=== PROVIDED RECORDS ===
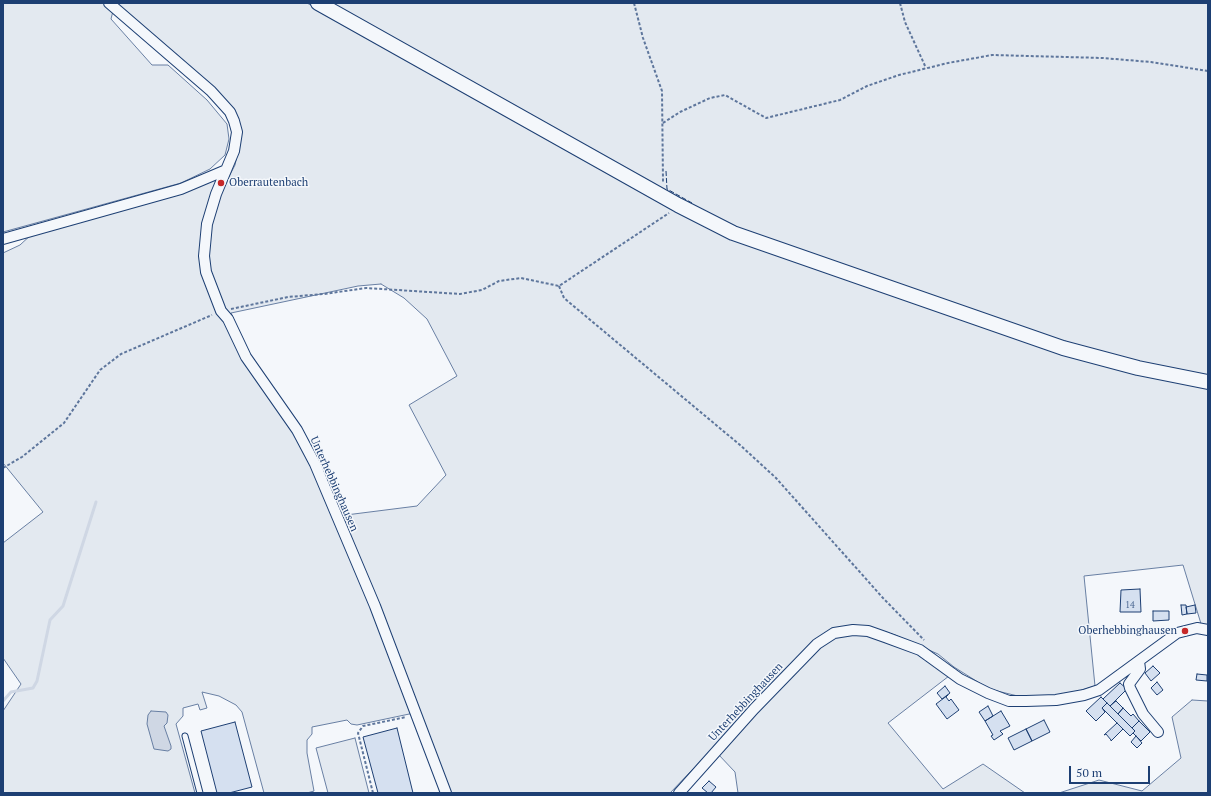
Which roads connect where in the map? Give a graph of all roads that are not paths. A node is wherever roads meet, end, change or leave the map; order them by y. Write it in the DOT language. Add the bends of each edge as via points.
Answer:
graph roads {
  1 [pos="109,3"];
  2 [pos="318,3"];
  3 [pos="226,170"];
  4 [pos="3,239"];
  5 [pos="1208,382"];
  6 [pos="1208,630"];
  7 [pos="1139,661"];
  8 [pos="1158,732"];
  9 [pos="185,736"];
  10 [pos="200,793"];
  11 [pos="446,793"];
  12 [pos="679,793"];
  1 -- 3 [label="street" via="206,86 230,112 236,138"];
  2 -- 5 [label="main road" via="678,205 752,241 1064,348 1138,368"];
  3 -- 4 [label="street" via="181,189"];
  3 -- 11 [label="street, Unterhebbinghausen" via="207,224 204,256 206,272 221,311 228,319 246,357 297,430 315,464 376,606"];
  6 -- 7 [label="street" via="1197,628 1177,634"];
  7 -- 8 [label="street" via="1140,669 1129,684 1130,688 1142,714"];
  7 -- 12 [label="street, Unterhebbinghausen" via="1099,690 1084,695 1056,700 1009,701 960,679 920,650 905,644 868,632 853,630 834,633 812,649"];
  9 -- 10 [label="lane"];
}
===
TO DO: When you copy the data above, reproduce each line exactly and skip every image.

OUTPUT:
Which roads connect where in the map? Give a graph of all roads that are not paths. A node is wherever roads meet, end, change or leave the map; order them by y. Write it in the DOT language. Add the bends of each edge as via points.
Answer:
graph roads {
  1 [pos="109,3"];
  2 [pos="318,3"];
  3 [pos="226,170"];
  4 [pos="3,239"];
  5 [pos="1208,382"];
  6 [pos="1208,630"];
  7 [pos="1139,661"];
  8 [pos="1158,732"];
  9 [pos="185,736"];
  10 [pos="200,793"];
  11 [pos="446,793"];
  12 [pos="679,793"];
  1 -- 3 [label="street" via="206,86 230,112 236,138"];
  2 -- 5 [label="main road" via="678,205 752,241 1064,348 1138,368"];
  3 -- 4 [label="street" via="181,189"];
  3 -- 11 [label="street, Unterhebbinghausen" via="207,224 204,256 206,272 221,311 228,319 246,357 297,430 315,464 376,606"];
  6 -- 7 [label="street" via="1197,628 1177,634"];
  7 -- 8 [label="street" via="1140,669 1129,684 1130,688 1142,714"];
  7 -- 12 [label="street, Unterhebbinghausen" via="1099,690 1084,695 1056,700 1009,701 960,679 920,650 905,644 868,632 853,630 834,633 812,649"];
  9 -- 10 [label="lane"];
}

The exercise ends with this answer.